Available data:
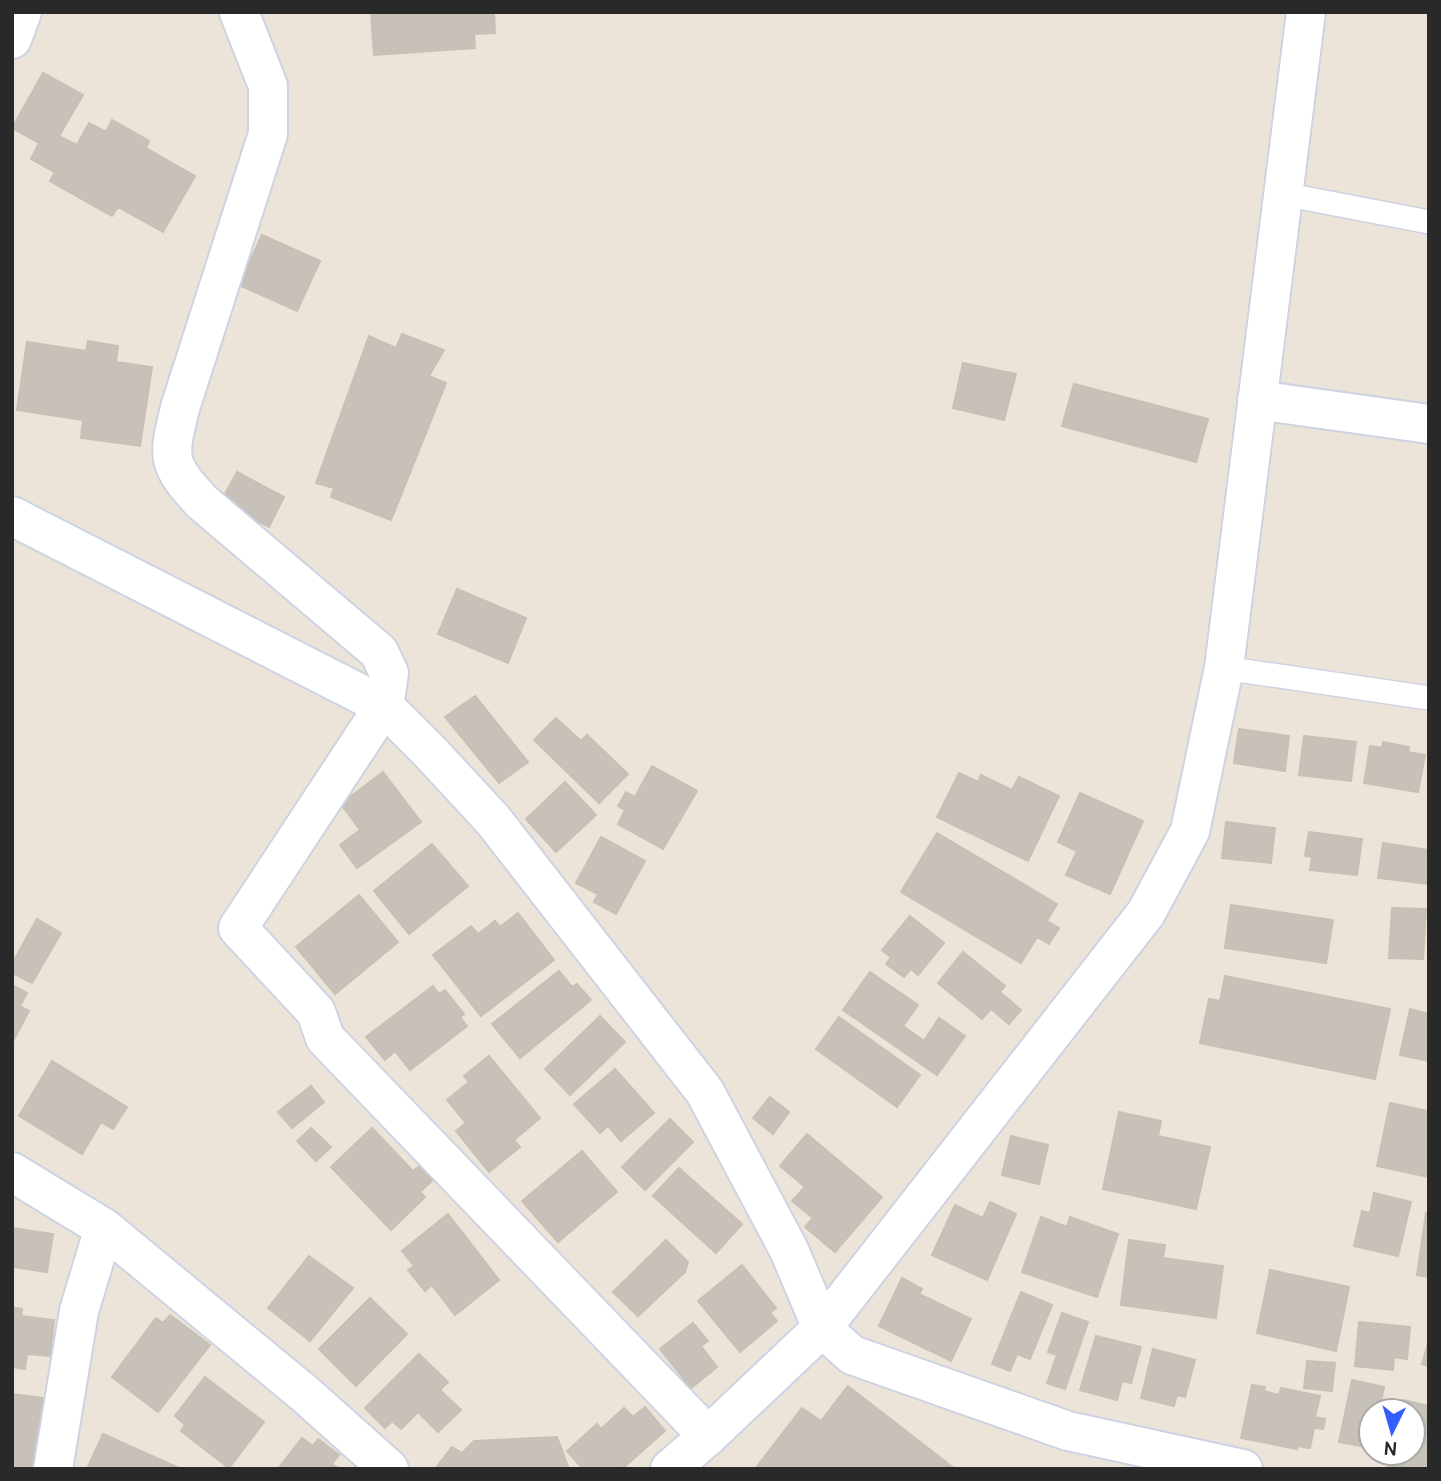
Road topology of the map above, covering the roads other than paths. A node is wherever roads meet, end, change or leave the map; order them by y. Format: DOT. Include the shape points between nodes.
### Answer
graph roads {
  1 [pos="22,12"];
  2 [pos="239,12"];
  3 [pos="1306,12"];
  4 [pos="12,39"];
  5 [pos="1283,194"];
  6 [pos="1429,222"];
  7 [pos="1257,400"];
  8 [pos="1429,424"];
  9 [pos="12,516"];
  10 [pos="1224,668"];
  11 [pos="1429,698"];
  12 [pos="384,706"];
  13 [pos="12,1172"];
  14 [pos="104,1228"];
  15 [pos="822,1328"];
  16 [pos="708,1436"];
  17 [pos="53,1469"];
  18 [pos="389,1469"];
  19 [pos="670,1469"];
  20 [pos="1243,1469"];
  1 -- 4 [label="street"];
  2 -- 12 [label="street" via="268,86 268,134 170,450 179,477 202,502 379,652 389,673"];
  3 -- 5 [label="street"];
  5 -- 6 [label="lane"];
  5 -- 7 [label="street"];
  7 -- 8 [label="street"];
  7 -- 10 [label="street"];
  9 -- 12 [label="street"];
  10 -- 11 [label="lane"];
  10 -- 15 [label="street" via="1190,831 1146,914"];
  12 -- 15 [label="street" via="493,820 705,1092 789,1250"];
  12 -- 16 [label="street" via="238,928 316,1012 325,1038"];
  13 -- 14 [label="street"];
  14 -- 17 [label="street" via="79,1311"];
  14 -- 18 [label="street"];
  15 -- 16 [label="street"];
  15 -- 20 [label="street" via="852,1355 1068,1431"];
  16 -- 19 [label="street"];
}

Exercise objective: Every line of the material above that has the string "roads" needs pulling out.

Response box:
Road topology of the map above, covering the roads other than paths. A node is wherever roads meet, end, change or leave the map; order them by y. Format: DOT. Include the shape points between nodes.
graph roads {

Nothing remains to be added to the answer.